On Thanksgiving,
we Skyped family and enjoyed some long chats. It was wonderful to hear everyone’s
voices and to anticipate our pending visit, just a month away.
But
also on the line was fear and a world’s-going-to-hell-in-a-handbasket kind
of dejection.
I read
the news, I know what’s going on in the world, but I don’t feel the same way. The
attacks in Paris were horrific, police race relations are troubling, more gunfire
in classrooms is agonizing. Yet these events and all the rest of the turmoil do
not seem like a departure from the norm.
I was
born in 1968. King, riots, Vietnam, Khmer Rouge, Kent State, Manson. I grew up during
the Cold War, during the Iran hostage crisis, during bloodshed in Northern Ireland,
hatred in South Africa, and Lockerbie. My generation of Salvadorans and Guatemalans
and Nicaraguans came of age in a war zone. The Soviets tore up Afghanistan for a
decade, the Iraqi oil fields burned like something out of the apocalypse following the first
Gulf War, then Columbine, then 9/11, then we
tore up Iraq and Afghanistan.
I’m
writing from a country of barely 100K people. I don’t have a phone or television.

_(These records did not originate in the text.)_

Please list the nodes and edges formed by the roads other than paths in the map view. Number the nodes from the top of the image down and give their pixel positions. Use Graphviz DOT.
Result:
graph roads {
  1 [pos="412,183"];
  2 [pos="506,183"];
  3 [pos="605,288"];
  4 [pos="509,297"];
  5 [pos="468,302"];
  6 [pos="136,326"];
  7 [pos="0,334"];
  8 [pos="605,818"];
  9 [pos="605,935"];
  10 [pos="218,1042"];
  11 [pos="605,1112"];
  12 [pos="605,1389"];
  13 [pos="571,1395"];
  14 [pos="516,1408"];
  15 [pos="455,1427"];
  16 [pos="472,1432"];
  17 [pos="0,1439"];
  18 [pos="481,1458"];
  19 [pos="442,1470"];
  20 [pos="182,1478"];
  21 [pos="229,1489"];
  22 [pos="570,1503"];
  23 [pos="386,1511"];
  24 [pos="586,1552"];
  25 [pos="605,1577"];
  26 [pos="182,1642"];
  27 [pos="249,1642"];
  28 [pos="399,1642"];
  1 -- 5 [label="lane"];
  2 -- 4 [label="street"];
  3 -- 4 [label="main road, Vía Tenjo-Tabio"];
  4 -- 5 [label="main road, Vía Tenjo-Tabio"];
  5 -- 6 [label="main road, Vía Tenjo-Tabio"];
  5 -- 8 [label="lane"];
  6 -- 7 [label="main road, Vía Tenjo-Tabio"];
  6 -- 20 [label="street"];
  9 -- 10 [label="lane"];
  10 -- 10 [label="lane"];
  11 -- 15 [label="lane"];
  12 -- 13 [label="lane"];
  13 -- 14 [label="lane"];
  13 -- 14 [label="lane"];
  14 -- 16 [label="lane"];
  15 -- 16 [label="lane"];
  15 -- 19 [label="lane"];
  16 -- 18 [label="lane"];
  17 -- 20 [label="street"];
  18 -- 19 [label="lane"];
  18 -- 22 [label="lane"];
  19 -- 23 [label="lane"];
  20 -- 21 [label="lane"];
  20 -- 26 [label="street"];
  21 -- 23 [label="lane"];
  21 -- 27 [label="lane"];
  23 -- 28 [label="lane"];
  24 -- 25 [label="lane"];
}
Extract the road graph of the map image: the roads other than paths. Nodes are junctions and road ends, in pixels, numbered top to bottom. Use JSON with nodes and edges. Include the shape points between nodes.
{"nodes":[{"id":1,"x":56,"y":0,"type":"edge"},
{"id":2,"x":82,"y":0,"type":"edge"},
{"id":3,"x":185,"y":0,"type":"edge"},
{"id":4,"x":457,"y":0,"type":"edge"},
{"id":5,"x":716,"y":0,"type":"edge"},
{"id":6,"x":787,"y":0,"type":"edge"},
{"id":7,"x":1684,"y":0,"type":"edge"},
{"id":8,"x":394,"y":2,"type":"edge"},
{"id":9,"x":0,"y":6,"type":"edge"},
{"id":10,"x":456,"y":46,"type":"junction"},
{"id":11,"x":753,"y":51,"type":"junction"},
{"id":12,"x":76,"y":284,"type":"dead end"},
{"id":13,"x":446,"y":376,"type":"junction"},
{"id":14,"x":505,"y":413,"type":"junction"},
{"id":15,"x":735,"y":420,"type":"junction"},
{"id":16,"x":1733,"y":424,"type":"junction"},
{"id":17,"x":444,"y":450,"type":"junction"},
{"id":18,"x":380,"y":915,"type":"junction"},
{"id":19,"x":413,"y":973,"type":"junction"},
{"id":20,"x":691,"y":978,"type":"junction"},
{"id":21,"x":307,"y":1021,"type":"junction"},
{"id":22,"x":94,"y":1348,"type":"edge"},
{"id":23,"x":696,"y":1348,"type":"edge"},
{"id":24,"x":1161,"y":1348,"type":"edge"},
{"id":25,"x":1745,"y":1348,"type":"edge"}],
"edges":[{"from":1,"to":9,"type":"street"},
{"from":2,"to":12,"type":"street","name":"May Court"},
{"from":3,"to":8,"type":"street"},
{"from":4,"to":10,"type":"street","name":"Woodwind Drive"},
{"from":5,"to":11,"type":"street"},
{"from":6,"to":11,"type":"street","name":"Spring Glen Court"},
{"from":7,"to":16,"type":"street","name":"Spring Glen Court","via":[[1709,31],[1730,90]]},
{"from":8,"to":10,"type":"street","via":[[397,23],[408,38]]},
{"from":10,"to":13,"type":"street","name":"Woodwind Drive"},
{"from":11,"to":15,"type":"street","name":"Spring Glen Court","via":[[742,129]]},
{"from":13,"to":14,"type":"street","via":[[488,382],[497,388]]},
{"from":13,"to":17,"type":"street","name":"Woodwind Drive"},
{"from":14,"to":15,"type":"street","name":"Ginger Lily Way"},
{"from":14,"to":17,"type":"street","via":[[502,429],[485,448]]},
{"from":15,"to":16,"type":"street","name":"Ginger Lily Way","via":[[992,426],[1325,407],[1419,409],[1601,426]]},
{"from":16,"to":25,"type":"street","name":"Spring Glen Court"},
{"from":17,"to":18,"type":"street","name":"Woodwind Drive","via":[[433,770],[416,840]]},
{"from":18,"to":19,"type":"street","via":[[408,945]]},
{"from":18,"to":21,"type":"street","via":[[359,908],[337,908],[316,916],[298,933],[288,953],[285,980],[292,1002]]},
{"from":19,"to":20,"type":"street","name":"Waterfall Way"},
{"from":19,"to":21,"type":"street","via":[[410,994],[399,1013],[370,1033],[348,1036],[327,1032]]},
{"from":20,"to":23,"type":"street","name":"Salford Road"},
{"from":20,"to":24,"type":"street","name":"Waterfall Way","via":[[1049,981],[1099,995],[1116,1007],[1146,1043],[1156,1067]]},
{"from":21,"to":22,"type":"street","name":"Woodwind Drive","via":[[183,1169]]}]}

I have vastly different inputs as a cruiser, fortunate to be living a peaceful
daily life so far from it all. It must influence my perspective more than I can
appreciate. Maybe it’s like the disparate impressions of the televised debates between
Nixon and Kennedy.
I
like how Obama put it the other day, about being careful not to overreact, about
how the Paris attackers are simply social media savvy murderers wielding guns.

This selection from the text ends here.